Follow these instructions to change the administrator role:

  1. Shut down the Pentaho Server.
  2. Open the repository.spring.xml file located at \pentaho-server\pentaho-solutions\system\.
  3. Locate the element with an ID of immutableRoleBindingMap.
  4. Replace the entire node with the XML shown below. Make sure you change yourAdminRole to the role that will have Administrate permission.
    <util:map id="immutableRoleBindingMap">
        <entry key="yourAdminRole">
          <util:list>
            <value>org.pentaho.di.reader</value>
            <value>org.pentaho.di.creator</value>
            <value>org.pentaho.di.securityAdministrator</value>
          </util:list>
        </entry>
    </util:map>
  5. Restart the Pentaho Server. The administrator role changes according to your requirements.

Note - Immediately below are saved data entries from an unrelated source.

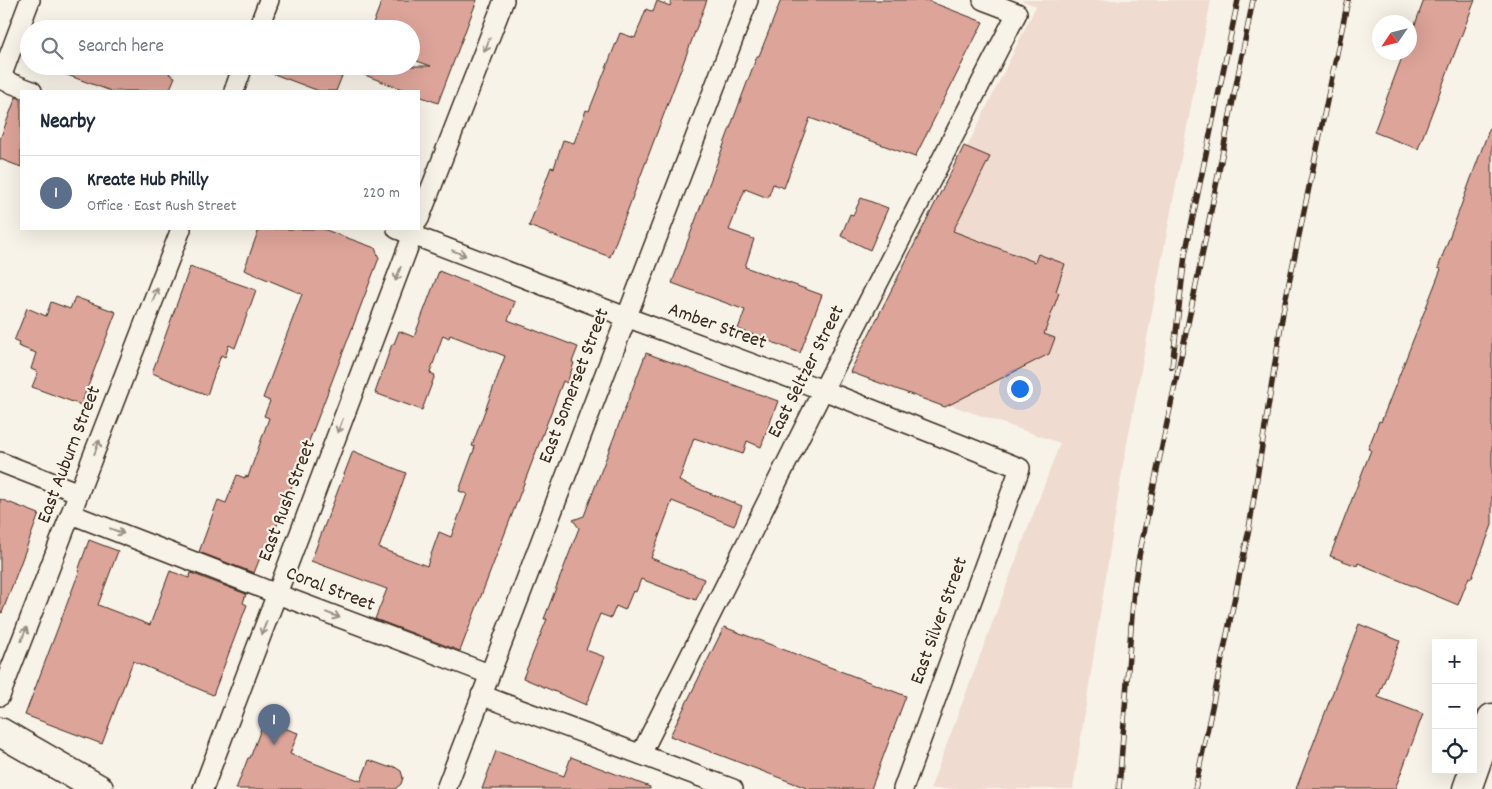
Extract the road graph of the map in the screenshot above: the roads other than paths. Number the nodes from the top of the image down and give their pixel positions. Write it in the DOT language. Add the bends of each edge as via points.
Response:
graph roads {
  1 [pos="30,0"];
  2 [pos="269,0"];
  3 [pos="504,0"];
  4 [pos="748,0"];
  5 [pos="983,0"];
  6 [pos="22,20"];
  7 [pos="261,20"];
  8 [pos="20,26"];
  9 [pos="240,75"];
  10 [pos="0,79"];
  11 [pos="29,90"];
  12 [pos="234,90"];
  13 [pos="420,206"];
  14 [pos="181,230"];
  15 [pos="410,230"];
  16 [pos="416,230"];
  17 [pos="626,318"];
  18 [pos="823,390"];
  19 [pos="0,462"];
  20 [pos="1020,468"];
  21 [pos="80,492"];
  22 [pos="71,514"];
  23 [pos="277,594"];
  24 [pos="489,674"];
  25 [pos="481,695"];
  26 [pos="0,696"];
  27 [pos="1492,718"];
  28 [pos="0,732"];
  29 [pos="641,754"];
  30 [pos="99,789"];
  31 [pos="203,789"];
  32 [pos="446,789"];
  33 [pos="733,789"];
  34 [pos="903,789"];
  35 [pos="1467,789"];
  1 -- 6 [label="street"];
  2 -- 7 [label="street"];
  3 -- 13 [label="street, East Rush Street, one-way"];
  4 -- 17 [label="street, East Somerset Street"];
  5 -- 18 [label="street, East Seltzer Street" via="1017,13"];
  8 -- 10 [label="street"];
  9 -- 12 [label="street"];
  10 -- 11 [label="street"];
  21 -- 14 [label="street, East Auburn Street, one-way"];
  15 -- 23 [label="street, East Rush Street, one-way"];
  16 -- 17 [label="street, Amber Street, one-way"];
  17 -- 18 [label="street, Amber Street"];
  17 -- 24 [label="street, East Somerset Street"];
  18 -- 20 [label="street, Amber Street"];
  18 -- 29 [label="street, East Seltzer Street"];
  19 -- 21 [label="street"];
  20 -- 34 [label="street, East Silver Street"];
  21 -- 22 [label="street, East Auburn Street"];
  22 -- 23 [label="street, Coral Street, one-way"];
  26 -- 22 [label="street, East Auburn Street, one-way"];
  23 -- 24 [label="street, Coral Street, one-way"];
  23 -- 31 [label="street, East Rush Street, one-way"];
  24 -- 25 [label="street, East Somerset Street"];
  25 -- 29 [label="street"];
  25 -- 32 [label="street, East Somerset Street"];
  27 -- 35 [label="main road"];
  28 -- 30 [label="main road"];
  29 -- 33 [label="street"];
}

Assign User Permissions in the Repository using the PDI Client

You can restrict what users see by assigning roles to users. For example, you can create administrative groups who are allowed permissions in the repository to administer security and create new content.
  1. Click the Roles radio button. The list of available roles appears.
  2. In the Available list, highlight the role to which you are assigning permissions . 
  3. In the Permission list, select the check boxes to enable (or deselect to disable) permissions and then click ApplyThe permissions you enabled for the role take effect the next time the specified user(s) login.

Enable System Role Permissions

Pentaho requires the Authenticated system role for users, including administrative users, to login to the Pentaho Repository. Pentaho Repository users are automatically assigned the Authenticated system role, in addition to the role you assigned them, at login. By default, the Authenticated system role provides Read Content permission. You can change permissions as needed.

The Anonymous system role is non-functional and not being used at this time.

  1. Click the System Roles radio button. System roles appear in the Available list.
  2. Select the Authenticated role. 
  3. Under Permissions, select the check boxes to enable (or deselect to disable) permissions for this role.
  4. Click Apply to save your changes. The specified permissions are enabled for the Authenticated system role.